His chest felt hollow with sadness, the desolation of it spreading out from the centre of him, eating away at his insides.
Her voice had become increasingly shaky as she’d gone on with her speech and she stood up now and brushed a tear away from under her eye.
‘Will you excuse me? I’m just going to visit the bathroom before we get back into the car,’ she said, giving him a wobbly smile.
‘Yes, of course,’ he said, grateful for a break from the intense atmosphere so he could mull over everything she’d just told him.
He sat staring into space after she’d walked away, acutely aware of the bizarre normality of the sounds in the garden all around them while he desperately tried to make sense of the heavy weight of emotion pressing in on him.
Emma’s painful confession had pierced him to the core.
He was in awe of her courage and her strength in the face of such a humbling experience, but he still couldn’t shake the painful awareness that she’d chosen her mother over him.
Frustration bit at him. If she’d only let him know what was going on at the time, how bad things had got for her, he could have helped her. But she’d chosen to shut him out and handle it all without him. She hadn’t trusted him or his love for her enough to let him be the husband he’d wanted to be.
Though, to be fair to her, he had to give her credit for showing such strength of character in stepping up and taking on her responsibilities, even though it had meant giving up a life with him—an easy, wrapped-in-cotton-wool existence.
If she’d been a more fragile person she could have asked him to pay off her family’s debts and saddled him with a reputation for having a gold-digging wife, but she hadn’t wanted that for him. Or for herself.

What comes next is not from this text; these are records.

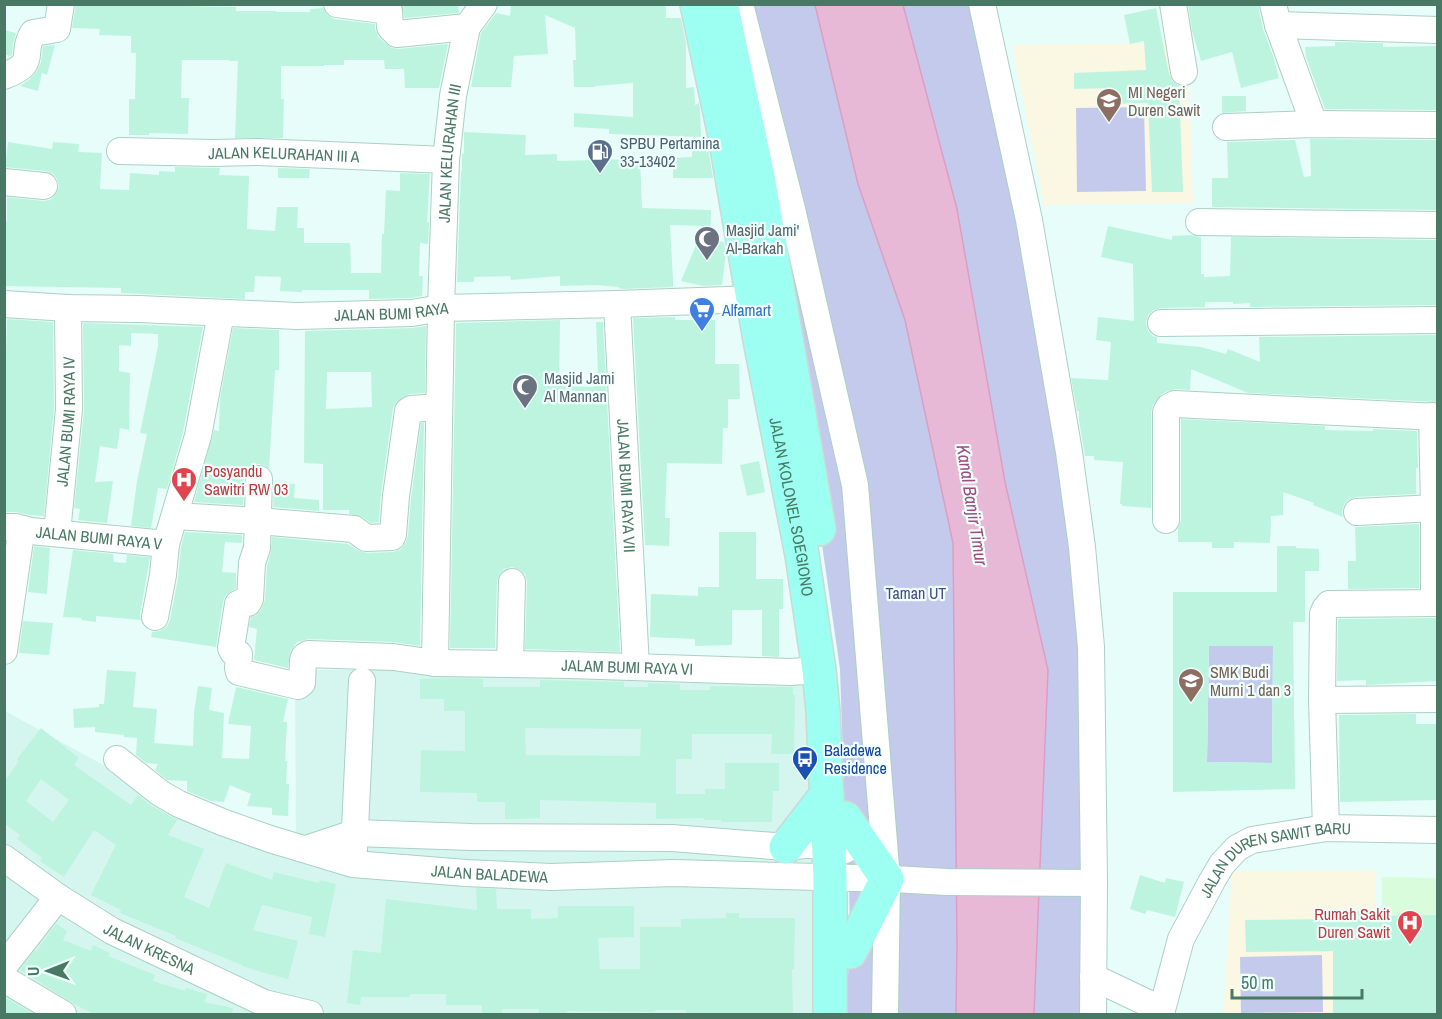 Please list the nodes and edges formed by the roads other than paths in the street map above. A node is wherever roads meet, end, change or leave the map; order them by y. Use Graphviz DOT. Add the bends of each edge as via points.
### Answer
graph roads {
  1 [pos="61,4"];
  2 [pos="337,4"];
  3 [pos="484,4"];
  4 [pos="697,4"];
  5 [pos="721,4"];
  6 [pos="740,4"];
  7 [pos="982,4"];
  8 [pos="1173,4"];
  9 [pos="389,8"];
  10 [pos="1276,15"];
  11 [pos="467,27"];
  12 [pos="1437,30"];
  13 [pos="1184,72"];
  14 [pos="4,76"];
  15 [pos="1314,124"];
  16 [pos="1437,125"];
  17 [pos="1226,127"];
  18 [pos="120,151"];
  19 [pos="446,160"];
  20 [pos="4,182"];
  21 [pos="44,186"];
  22 [pos="1199,222"];
  23 [pos="1437,225"];
  24 [pos="767,296"];
  25 [pos="4,304"];
  26 [pos="617,304"];
  27 [pos="68,308"];
  28 [pos="441,308"];
  29 [pos="220,313"];
  30 [pos="1437,320"];
  31 [pos="1161,323"];
  32 [pos="440,407"];
  33 [pos="1435,417"];
  34 [pos="259,479"];
  35 [pos="1434,508"];
  36 [pos="1358,512"];
  37 [pos="175,516"];
  38 [pos="1166,520"];
  39 [pos="258,521"];
  40 [pos="14,528"];
  41 [pos="57,532"];
  42 [pos="166,544"];
  43 [pos="512,582"];
  44 [pos="1436,603"];
  45 [pos="155,617"];
  46 [pos="4,651"];
  47 [pos="435,663"];
  48 [pos="510,664"];
  49 [pos="636,667"];
  50 [pos="819,670"];
  51 [pos="362,681"];
  52 [pos="1437,699"];
  53 [pos="1322,700"];
  54 [pos="117,759"];
  55 [pos="1326,828"];
  56 [pos="1437,830"];
  57 [pos="354,833"];
  58 [pos="672,838"];
  59 [pos="838,844"];
  60 [pos="786,847"];
  61 [pos="306,849"];
  62 [pos="4,858"];
  63 [pos="353,864"];
  64 [pos="674,873"];
  65 [pos="890,879"];
  66 [pos="1090,883"];
  67 [pos="58,897"];
  68 [pos="850,951"];
  69 [pos="4,966"];
  70 [pos="1093,977"];
  71 [pos="4,979"];
  72 [pos="262,1009"];
  73 [pos="1162,1012"];
  74 [pos="58,1013"];
  75 [pos="310,1014"];
  76 [pos="830,1014"];
  77 [pos="846,1014"];
  78 [pos="885,1014"];
  79 [pos="1093,1014"];
  1 -- 14 [label="street" via="57,29 33,33 27,61"];
  2 -- 9 [label="street"];
  3 -- 11 [label="street, JALAN KELURAHAN III"];
  4 -- 24 [label="main road, JALAN KOLONEL SOEGIONO" via="725,136"];
  5 -- 24 [label="main road, JALAN KOLONEL SOEGIONO" via="758,177"];
  6 -- 65 [label="street" via="855,485"];
  7 -- 66 [label="street" via="1029,220 1082,547 1091,647"];
  8 -- 13 [label="street"];
  9 -- 11 [label="street" via="390,27 397,34"];
  10 -- 12 [label="street"];
  10 -- 15 [label="street"];
  11 -- 19 [label="street, JALAN KELURAHAN III" via="453,96"];
  15 -- 16 [label="street"];
  15 -- 17 [label="street"];
  18 -- 19 [label="street, JALAN KELURAHAN III A"];
  19 -- 28 [label="street, JALAN KELURAHAN III"];
  20 -- 21 [label="street"];
  22 -- 23 [label="street"];
  24 -- 26 [label="street, JALAN BUMI RAYA"];
  24 -- 50 [label="main road, JALAN KOLONEL SOEGIONO" via="760,340 802,555"];
  24 -- 59 [label="main road, JALAN KOLONEL SOEGIONO" via="816,502 840,669"];
  25 -- 27 [label="street, JALAN BUMI RAYA"];
  26 -- 28 [label="street, JALAN BUMI RAYA"];
  26 -- 49 [label="street, JALAN BUMI RAYA VII"];
  27 -- 29 [label="street, JALAN BUMI RAYA"];
  27 -- 41 [label="street, JALAN BUMI RAYA IV" via="69,409"];
  28 -- 29 [label="street, JALAN BUMI RAYA" via="412,313 297,316"];
  28 -- 32 [label="street"];
  29 -- 37 [label="street, JALAN BUMI RAYA V" via="198,436"];
  30 -- 31 [label="street"];
  32 -- 39 [label="street" via="408,411 392,537 366,538 354,529"];
  32 -- 47 [label="street"];
  33 -- 35 [label="street"];
  33 -- 38 [label="street" via="1169,406"];
  34 -- 39 [label="street"];
  35 -- 36 [label="street"];
  35 -- 44 [label="street"];
  37 -- 39 [label="street"];
  37 -- 42 [label="street, JALAN BUMI RAYA V"];
  39 -- 47 [label="street, JALAM BUMI RAYA VI" via="250,599 238,604 231,648 239,654 239,672 299,685 304,657 308,654 393,657"];
  40 -- 41 [label="street, JALAN BUMI RAYA V"];
  40 -- 46 [label="street, JALAN BUMI RAYA V" via="20,540"];
  41 -- 42 [label="street, JALAN BUMI RAYA V"];
  42 -- 45 [label="street"];
  43 -- 48 [label="street"];
  44 -- 53 [label="street" via="1329,604 1323,614"];
  47 -- 48 [label="street, JALAM BUMI RAYA VI"];
  48 -- 49 [label="street, JALAM BUMI RAYA VI"];
  49 -- 50 [label="street, JALAM BUMI RAYA VI"];
  50 -- 59 [label="main road, JALAN KOLONEL SOEGIONO"];
  51 -- 57 [label="street"];
  52 -- 53 [label="street"];
  53 -- 55 [label="street"];
  54 -- 61 [label="street, JALAN BALADEWA" via="179,804"];
  55 -- 56 [label="street, JALAN DUREN SAWIT BARU"];
  55 -- 73 [label="street, JALAN DUREN SAWIT BARU" via="1252,840 1237,848 1222,864 1181,939"];
  57 -- 58 [label="street"];
  57 -- 61 [label="street"];
  57 -- 63 [label="street"];
  58 -- 60 [label="street"];
  58 -- 64 [label="street" via="662,849 660,863"];
  59 -- 60 [label="main road"];
  59 -- 60 [label="street"];
  59 -- 64 [label="street, JALAN BALADEWA"];
  59 -- 65 [label="main road"];
  59 -- 65 [label="street"];
  59 -- 68 [label="main road, JALAN KOLONEL SOEGIONO"];
  59 -- 76 [label="main road, JALAN KOLONEL SOEGIONO"];
  61 -- 63 [label="street, JALAN BALADEWA"];
  62 -- 67 [label="street, JALAN KRESNA"];
  63 -- 64 [label="street, JALAN BALADEWA" via="551,877"];
  65 -- 66 [label="street"];
  65 -- 68 [label="main road"];
  65 -- 78 [label="street"];
  66 -- 70 [label="street"];
  67 -- 69 [label="street"];
  67 -- 72 [label="street, JALAN KRESNA" via="112,931"];
  68 -- 77 [label="main road, JALAN KOLONEL SOEGIONO"];
  70 -- 73 [label="street"];
  70 -- 79 [label="street"];
  71 -- 74 [label="street"];
  72 -- 75 [label="street, JALAN KRESNA"];
} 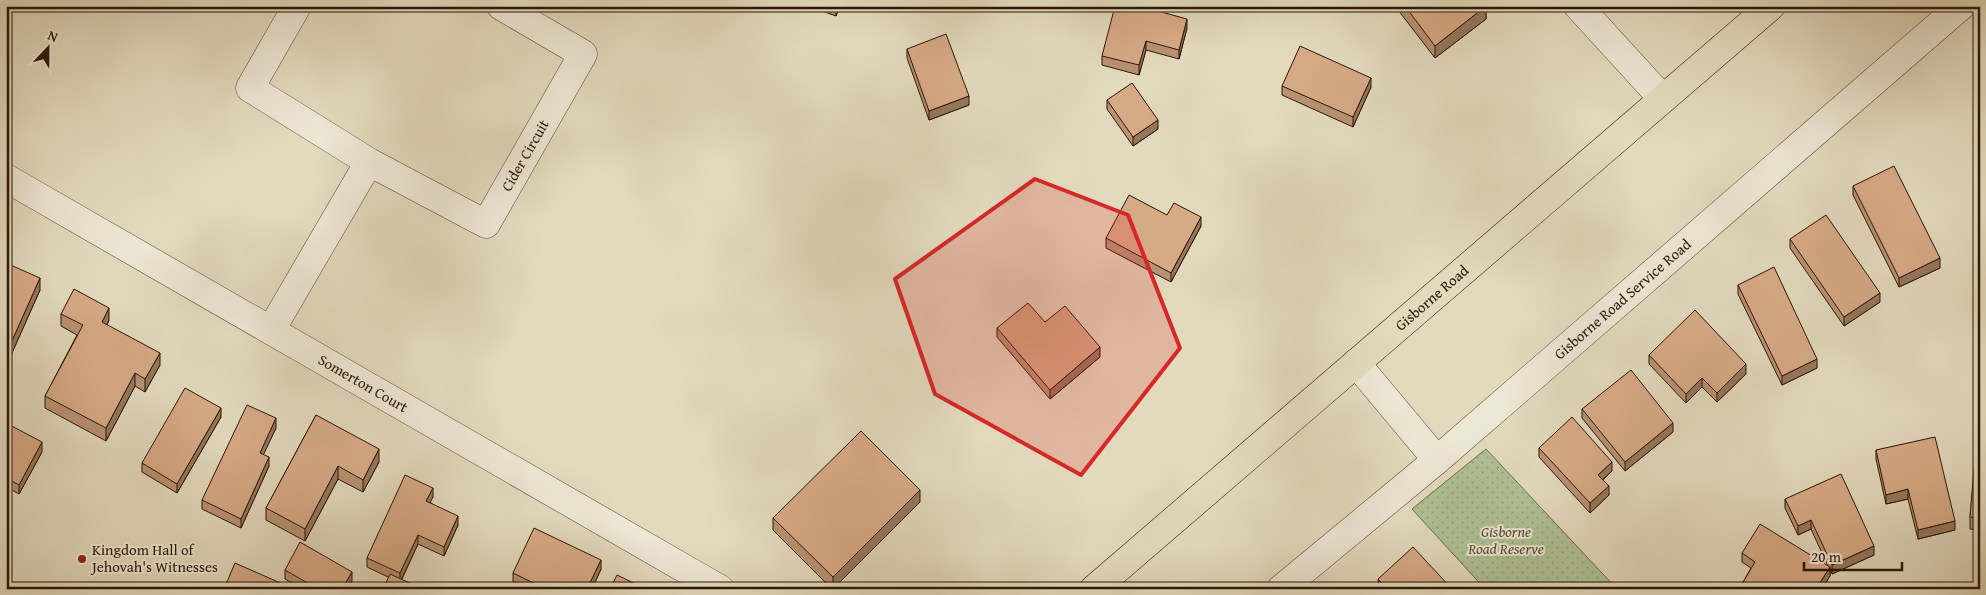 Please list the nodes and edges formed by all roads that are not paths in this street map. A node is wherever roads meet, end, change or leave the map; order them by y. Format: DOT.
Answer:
graph roads {
  1 [pos="297,6"];
  2 [pos="501,6"];
  3 [pos="1578,6"];
  4 [pos="1771,6"];
  5 [pos="1961,6"];
  6 [pos="1663,99"];
  7 [pos="370,162"];
  8 [pos="6,178"];
  9 [pos="271,330"];
  10 [pos="1356,363"];
  11 [pos="1437,460"];
  12 [pos="720,589"];
  13 [pos="1094,589"];
  14 [pos="1282,589"];
  1 -- 7 [label="street, Cider Circuit"];
  2 -- 7 [label="street, Cider Circuit"];
  3 -- 6 [label="street"];
  4 -- 6 [label="main road, Gisborne Road"];
  5 -- 11 [label="street, Gisborne Road Service Road"];
  6 -- 10 [label="main road, Gisborne Road"];
  7 -- 9 [label="street"];
  8 -- 9 [label="street, Somerton Court"];
  9 -- 12 [label="street, Somerton Court"];
  10 -- 11 [label="street"];
  10 -- 13 [label="main road, Gisborne Road"];
  11 -- 14 [label="street, Gisborne Road Service Road"];
}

She had more integrity than that.
She returned a minute later and he stood up to meet her, frustration, hurt and sorrow for what they’d lost still warring in his mind.
Just as she reached the table her phone rang and she plucked it out of her bag, giving him an apologetic smile at the interruption and muttering, ‘It’s my mother, I’d better get this,’ before answering the call.
She sounded worried at first, which made his heart thump with concern that there was more bad news to deal with, but then her voice softened into a soothing coo as she listened to a tale of woe that her mother had called to impart to her. From what he could glean from Emma’s responses it sounded as if her mother’s new husband, Philippe, had broken something while skiing off-piste with friends and her mother was going to have to rush back to France to see him. Emma assured her that that was fine and that she’d fly over very soon to see them both.
After cutting the call she confirmed the news, assuring him that it was better if her mother didn’t hear about what was going on with them right now as she was already upset and worried about Philippe.